Return the data exactly, with all pictures removed.

AVAILABLE RECORDS: Begin

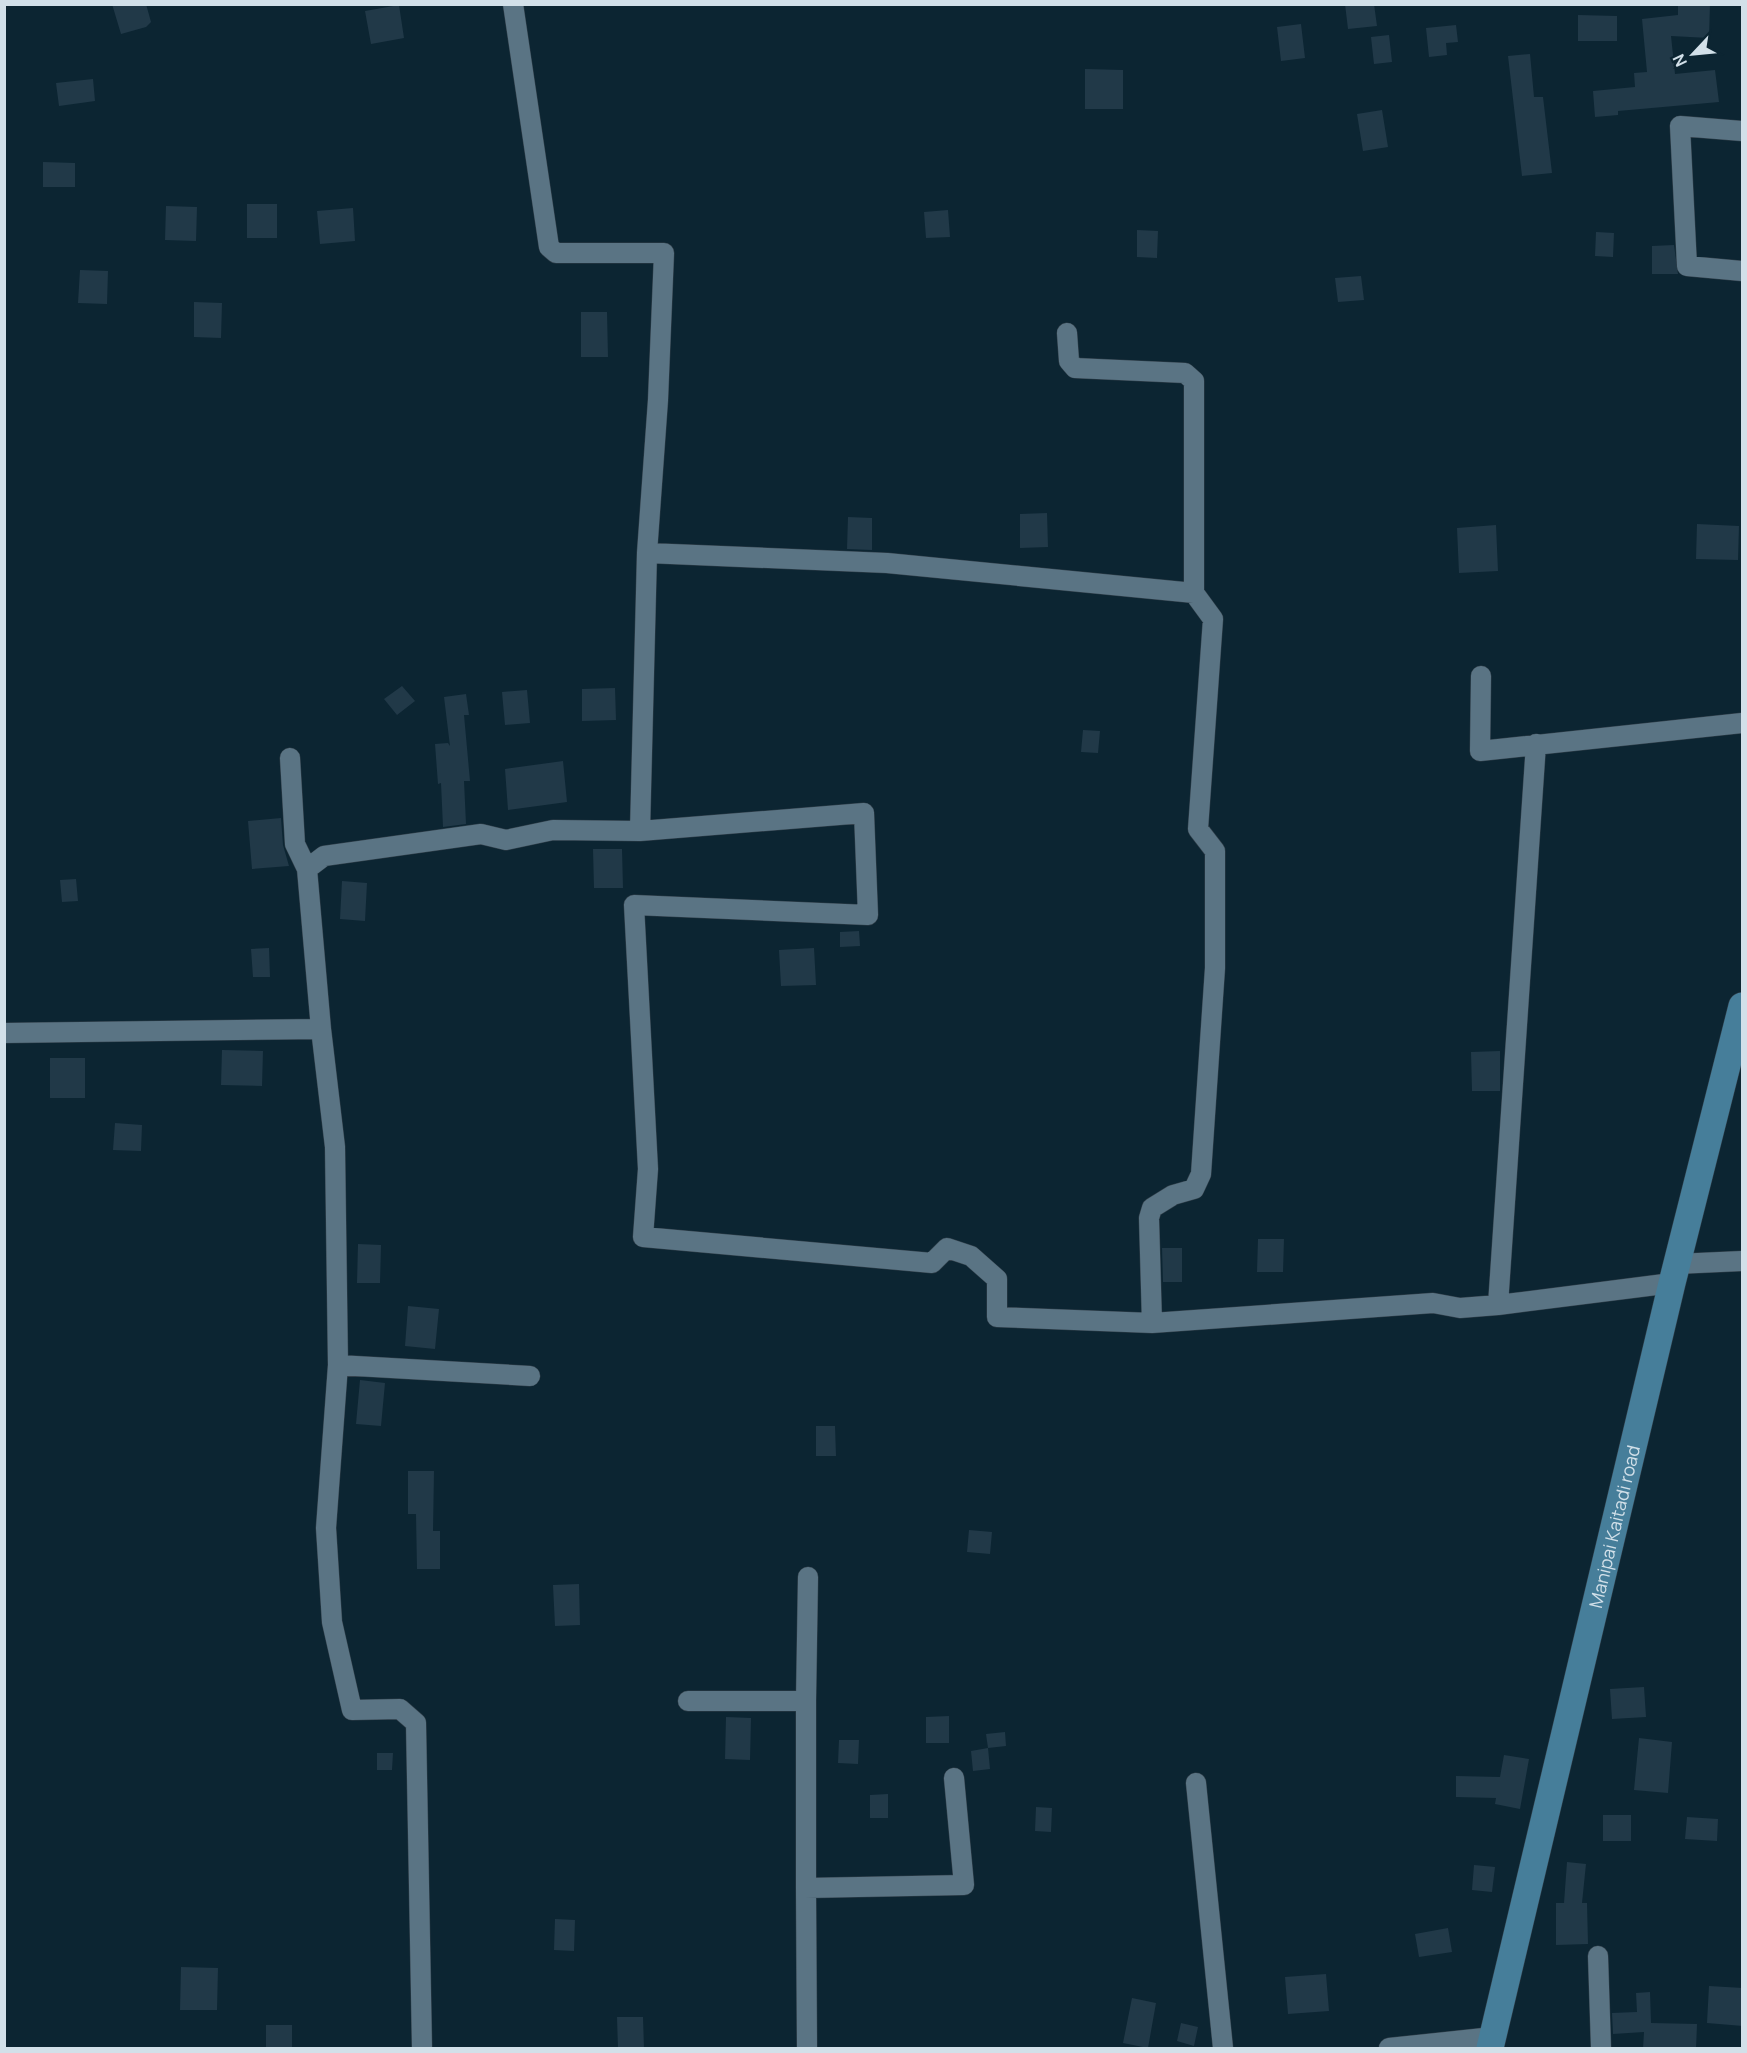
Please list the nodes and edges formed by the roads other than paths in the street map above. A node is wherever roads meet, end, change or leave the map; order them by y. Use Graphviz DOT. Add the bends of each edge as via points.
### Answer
graph roads {
  1 [pos="513,4"];
  2 [pos="1743,131"];
  3 [pos="1743,271"];
  4 [pos="1067,333"];
  5 [pos="647,553"];
  6 [pos="1194,593"];
  7 [pos="1481,676"];
  8 [pos="1743,723"];
  9 [pos="1536,744"];
  10 [pos="290,758"];
  11 [pos="640,831"];
  12 [pos="307,868"];
  13 [pos="1743,1006"];
  14 [pos="321,1029"];
  15 [pos="4,1033"];
  16 [pos="1743,1261"];
  17 [pos="1674,1273"];
  18 [pos="1498,1305"];
  19 [pos="1152,1323"];
  20 [pos="338,1365"];
  21 [pos="530,1376"];
  22 [pos="808,1577"];
  23 [pos="688,1701"];
  24 [pos="806,1701"];
  25 [pos="954,1778"];
  26 [pos="1196,1783"];
  27 [pos="806,1888"];
  28 [pos="1598,1956"];
  29 [pos="1491,2043"];
  30 [pos="422,2049"];
  31 [pos="807,2049"];
  32 [pos="1223,2049"];
  33 [pos="1389,2049"];
  34 [pos="1600,2049"];
  1 -- 5 [label="street" via="549,247 556,253 664,253"];
  2 -- 3 [label="street" via="1680,126 1687,266"];
  4 -- 6 [label="street" via="1069,361 1075,368 1185,373 1194,381"];
  5 -- 6 [label="street" via="888,563"];
  5 -- 11 [label="street"];
  6 -- 19 [label="street" via="1213,618 1198,829 1215,851 1215,968 1202,1174 1194,1189 1173,1195 1152,1208"];
  7 -- 9 [label="street" via="1480,751"];
  8 -- 9 [label="street"];
  9 -- 18 [label="street"];
  10 -- 12 [label="street" via="295,844"];
  11 -- 12 [label="street" via="553,830 506,840 481,834 324,856"];
  11 -- 19 [label="street" via="864,813 868,915 634,905 648,1169 643,1237 932,1263 947,1248 971,1256 997,1279 997,1317"];
  12 -- 14 [label="street"];
  13 -- 17 [label="main road, Manipai Kaitadi road"];
  14 -- 15 [label="street"];
  14 -- 20 [label="street" via="335,1147"];
  16 -- 17 [label="street"];
  17 -- 18 [label="street"];
  17 -- 29 [label="main road, Manipai Kaitadi road"];
  18 -- 19 [label="street" via="1460,1308 1432,1303"];
  20 -- 21 [label="street"];
  20 -- 30 [label="street" via="326,1528 332,1622 352,1710 400,1709 416,1723"];
  22 -- 24 [label="street"];
  23 -- 24 [label="street"];
  24 -- 27 [label="street"];
  25 -- 27 [label="street" via="964,1885"];
  26 -- 32 [label="street"];
  27 -- 31 [label="street"];
  28 -- 34 [label="street"];
  29 -- 33 [label="street"];
}
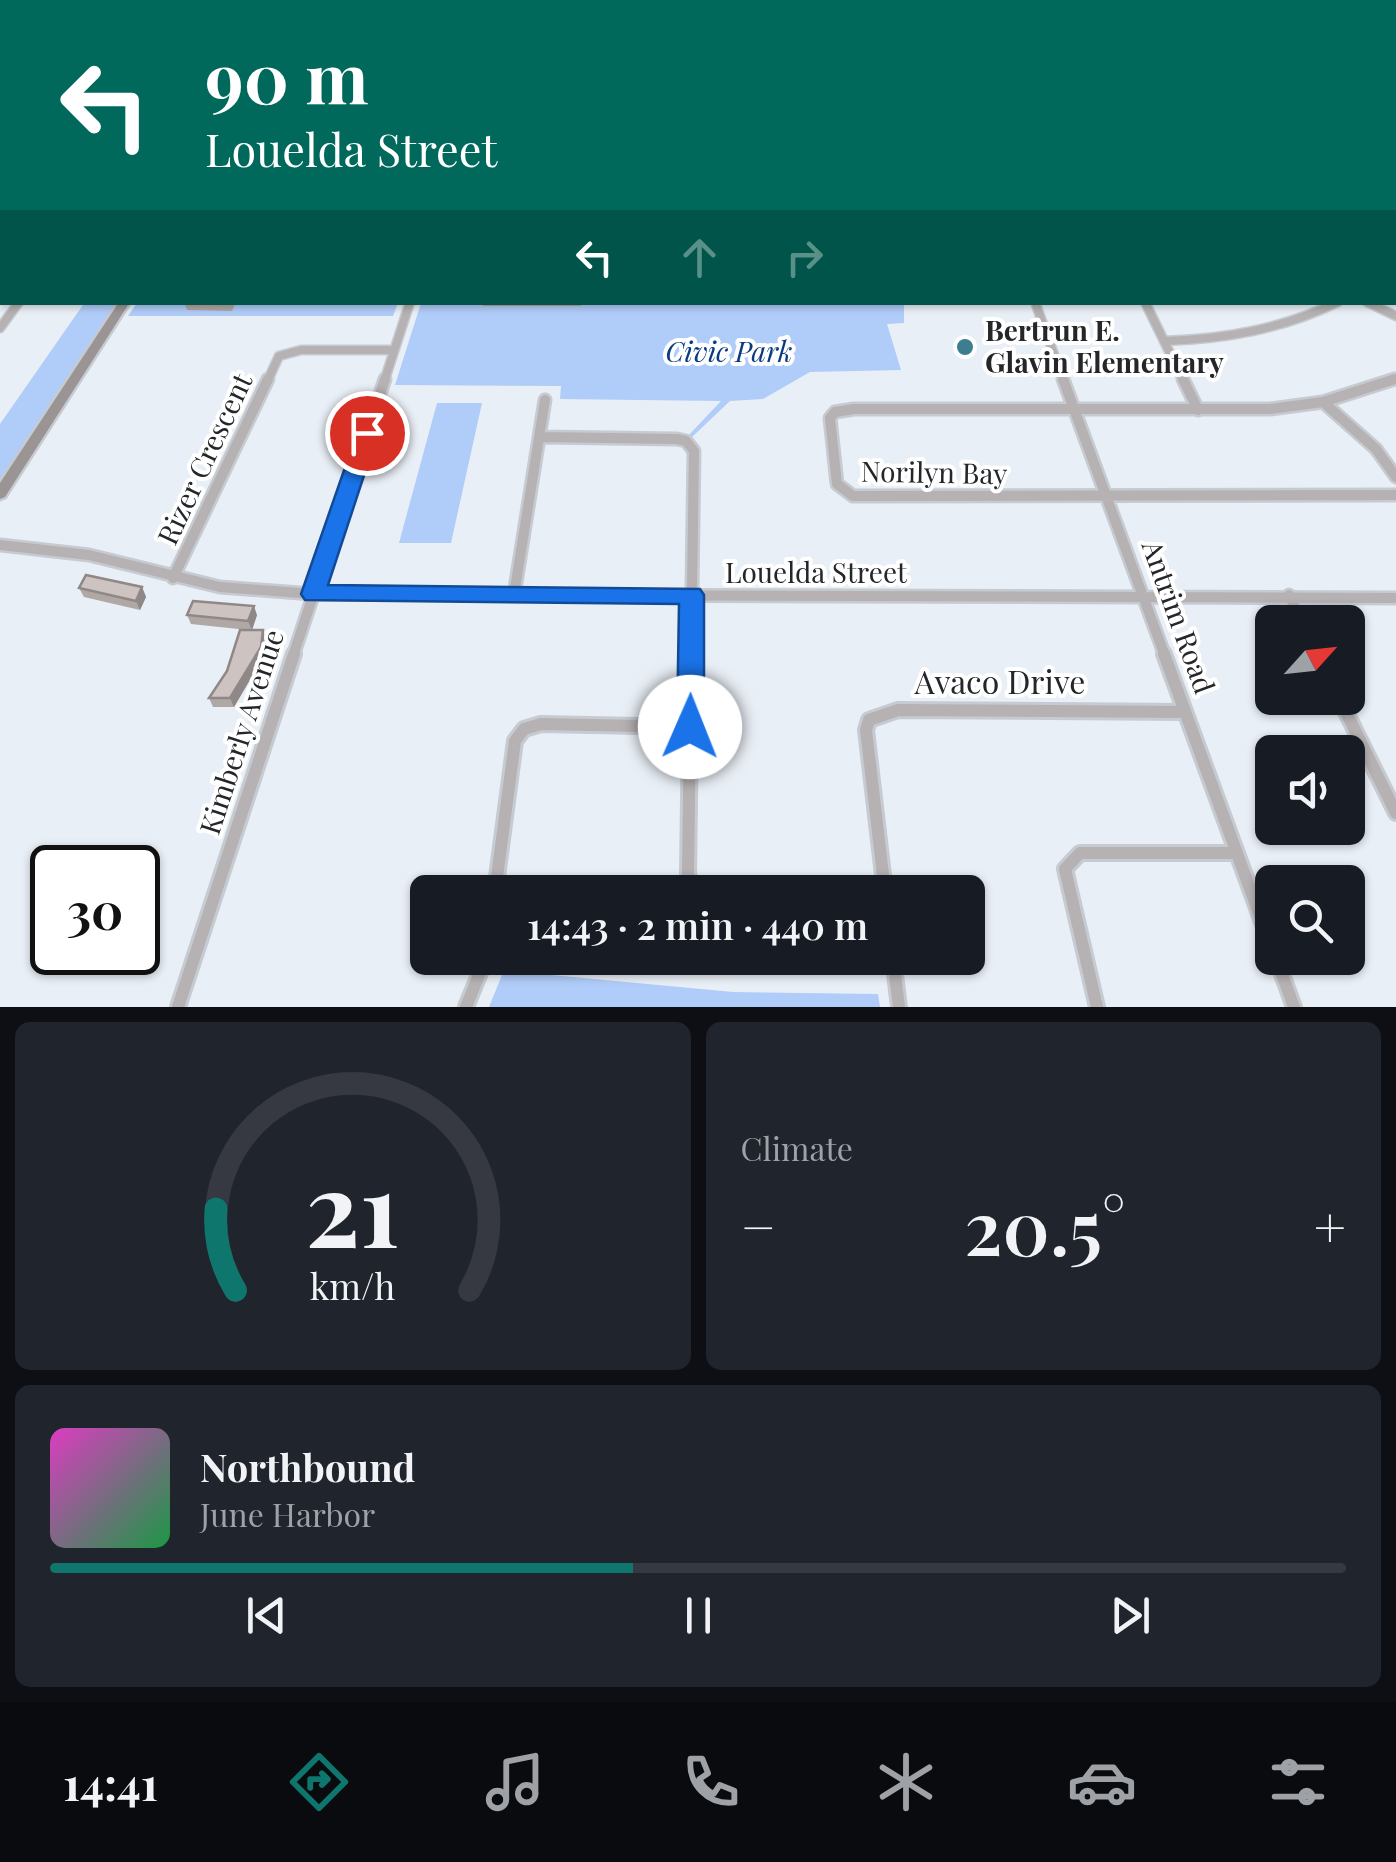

AVAILABLE RECORDS: End

— SOLUTION —
Please list the nodes and edges formed by the roads other than paths in the street map above. A node is wherever roads meet, end, change or leave the map; order them by y. Use Graphviz DOT. Add the bends of each edge as via points.
### Answer
graph roads {
  1 [pos="513,4"];
  2 [pos="1743,131"];
  3 [pos="1743,271"];
  4 [pos="1067,333"];
  5 [pos="647,553"];
  6 [pos="1194,593"];
  7 [pos="1481,676"];
  8 [pos="1743,723"];
  9 [pos="1536,744"];
  10 [pos="290,758"];
  11 [pos="640,831"];
  12 [pos="307,868"];
  13 [pos="1743,1006"];
  14 [pos="321,1029"];
  15 [pos="4,1033"];
  16 [pos="1743,1261"];
  17 [pos="1674,1273"];
  18 [pos="1498,1305"];
  19 [pos="1152,1323"];
  20 [pos="338,1365"];
  21 [pos="530,1376"];
  22 [pos="808,1577"];
  23 [pos="688,1701"];
  24 [pos="806,1701"];
  25 [pos="954,1778"];
  26 [pos="1196,1783"];
  27 [pos="806,1888"];
  28 [pos="1598,1956"];
  29 [pos="1491,2043"];
  30 [pos="422,2049"];
  31 [pos="807,2049"];
  32 [pos="1223,2049"];
  33 [pos="1389,2049"];
  34 [pos="1600,2049"];
  1 -- 5 [label="street" via="549,247 556,253 664,253"];
  2 -- 3 [label="street" via="1680,126 1687,266"];
  4 -- 6 [label="street" via="1069,361 1075,368 1185,373 1194,381"];
  5 -- 6 [label="street" via="888,563"];
  5 -- 11 [label="street"];
  6 -- 19 [label="street" via="1213,618 1198,829 1215,851 1215,968 1202,1174 1194,1189 1173,1195 1152,1208"];
  7 -- 9 [label="street" via="1480,751"];
  8 -- 9 [label="street"];
  9 -- 18 [label="street"];
  10 -- 12 [label="street" via="295,844"];
  11 -- 12 [label="street" via="553,830 506,840 481,834 324,856"];
  11 -- 19 [label="street" via="864,813 868,915 634,905 648,1169 643,1237 932,1263 947,1248 971,1256 997,1279 997,1317"];
  12 -- 14 [label="street"];
  13 -- 17 [label="main road, Manipai Kaitadi road"];
  14 -- 15 [label="street"];
  14 -- 20 [label="street" via="335,1147"];
  16 -- 17 [label="street"];
  17 -- 18 [label="street"];
  17 -- 29 [label="main road, Manipai Kaitadi road"];
  18 -- 19 [label="street" via="1460,1308 1432,1303"];
  20 -- 21 [label="street"];
  20 -- 30 [label="street" via="326,1528 332,1622 352,1710 400,1709 416,1723"];
  22 -- 24 [label="street"];
  23 -- 24 [label="street"];
  24 -- 27 [label="street"];
  25 -- 27 [label="street" via="964,1885"];
  26 -- 32 [label="street"];
  27 -- 31 [label="street"];
  28 -- 34 [label="street"];
  29 -- 33 [label="street"];
}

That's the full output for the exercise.